SUSPICIOUS CIRCUMSTANCES
DIR: JIM BLASHFIELD  With the iconoclastic spirit of surrealism, Blashfield transforms a detective story about the mysterious disappearance of Herbert Emilio, Jr. into an investigation of time, space and domesticity gone awry. Maybe a blink between dreaming and waking, maybe a film noir peopled with flying hands, dancing noses and Donald Duck heads, maybe a humorous, satirical adventure into a world that defies any logical explanations, this collaged and color-xeroxed work possesses a strange and delicate power that is altogether riveting. "A perfectly executed work of animation art." —The New Yorker. (12-1/2 mins.)

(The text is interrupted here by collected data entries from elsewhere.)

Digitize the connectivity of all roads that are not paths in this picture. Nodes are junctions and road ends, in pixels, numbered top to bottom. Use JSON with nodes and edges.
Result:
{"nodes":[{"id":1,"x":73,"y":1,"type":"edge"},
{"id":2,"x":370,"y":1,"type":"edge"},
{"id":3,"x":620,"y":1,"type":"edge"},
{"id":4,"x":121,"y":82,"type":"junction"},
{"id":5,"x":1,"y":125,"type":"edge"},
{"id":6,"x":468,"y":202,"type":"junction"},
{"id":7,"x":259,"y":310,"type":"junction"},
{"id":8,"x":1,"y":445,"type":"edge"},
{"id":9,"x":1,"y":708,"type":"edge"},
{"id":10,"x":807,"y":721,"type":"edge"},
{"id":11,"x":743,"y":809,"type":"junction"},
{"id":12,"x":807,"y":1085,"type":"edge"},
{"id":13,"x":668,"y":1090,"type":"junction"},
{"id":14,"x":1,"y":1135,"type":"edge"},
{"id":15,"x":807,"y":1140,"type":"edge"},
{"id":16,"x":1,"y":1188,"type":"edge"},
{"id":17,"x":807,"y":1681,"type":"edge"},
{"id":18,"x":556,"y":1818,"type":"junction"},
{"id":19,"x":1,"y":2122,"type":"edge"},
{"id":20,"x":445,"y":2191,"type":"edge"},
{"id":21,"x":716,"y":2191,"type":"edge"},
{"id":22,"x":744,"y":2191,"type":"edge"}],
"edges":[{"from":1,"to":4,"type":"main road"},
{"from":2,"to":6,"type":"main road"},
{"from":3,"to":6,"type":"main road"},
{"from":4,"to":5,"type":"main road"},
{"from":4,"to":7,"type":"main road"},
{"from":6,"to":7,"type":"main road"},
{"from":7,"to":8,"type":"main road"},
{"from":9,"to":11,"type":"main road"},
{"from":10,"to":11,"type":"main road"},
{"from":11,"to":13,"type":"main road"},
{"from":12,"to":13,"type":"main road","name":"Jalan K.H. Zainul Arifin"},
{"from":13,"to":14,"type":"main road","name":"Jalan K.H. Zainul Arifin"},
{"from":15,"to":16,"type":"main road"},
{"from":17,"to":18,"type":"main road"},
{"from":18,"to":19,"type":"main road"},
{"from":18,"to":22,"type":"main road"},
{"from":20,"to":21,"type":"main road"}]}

MONA LISA DESCENDING A STAIRCASE
DIR: JOAN GRATZ  This seamless survey of modern art takes the viewer on an astonishing journey through this century's greatest works by recreating them in "clay painting." Using dynamic motion, with each work melting into the next as easily as turning a page, Gratz has created a visual tour-de-force that earned her an Academy Award for Best Animated Short Subject. (9 mins.)



Wednesday, November 11
7:30 P.M.
AT THE GUILD THEATRE

A Cow at My TableA COW AT MY TABLE - VANCOUVER, BC
DIR: JENNIFER ABBOTT  Vancouver media artist Jennifer Abbott's expose on the world of agribusiness and meat production is a visually stunning and disturbing examination of the social forces that conceal, distort and, from her persuasive point of view, legitimize factory farming with perilous repercussions to animals, humans and the environment. Weaving together interviews with animal rights activists, industry representatives and animal welfare experts with archival and unflinching investigative footage, she presents a story far more complex than one with only two sides, raising issues comfortably out of sight as we cruise the supermarket aisles. (90 mins.)



Thursday, November 12
7 & 9 P.M.
AT MCMENAMINS MISSION THEATER & PUB: NW 14th & GLISAN

ANIMATED WORLDS: TWO DECADES OF PORTLAND ANIMATION
See Wednesday, November 11 description.
Special Admission: $3



Thursday, November 12
7:30 P.M.
AT THE GUILD THEATRE

A PLACE CALLED CHIAPAS - VANCOUVER, BC
A Place Called ChiapasDIR: NETTIE WILD  On January 1, 1994, the Zapatista National Liberation Army (EZLN), made up largely of indigenous Mayan peoples, overtook five towns and more than 500 ranches in Chiapas, the poorest state in Mexico, and demanded control over their lives. Leading them was Subcomandante Marcos, who, while neither Mayan nor from Chiapas, was invested with a profound commitment for social change and an unerring sense of media tactics. Marcos continued to hold Mexican Army troops at bay, both politically and militarily, with an Internet campaign of harangues and poetry aimed at the international media, leading what The New York Times calls "the world's first post-modern revolution." In 1997 Vancouver filmmaker Nettie Wild and her crew traveled to the jungle canyons of Chiapas, eight months later emerging with the materials for a fascinating portrait of the elusive and fragile life of a revolution and the people who must change the world to survive it. (90 mins.)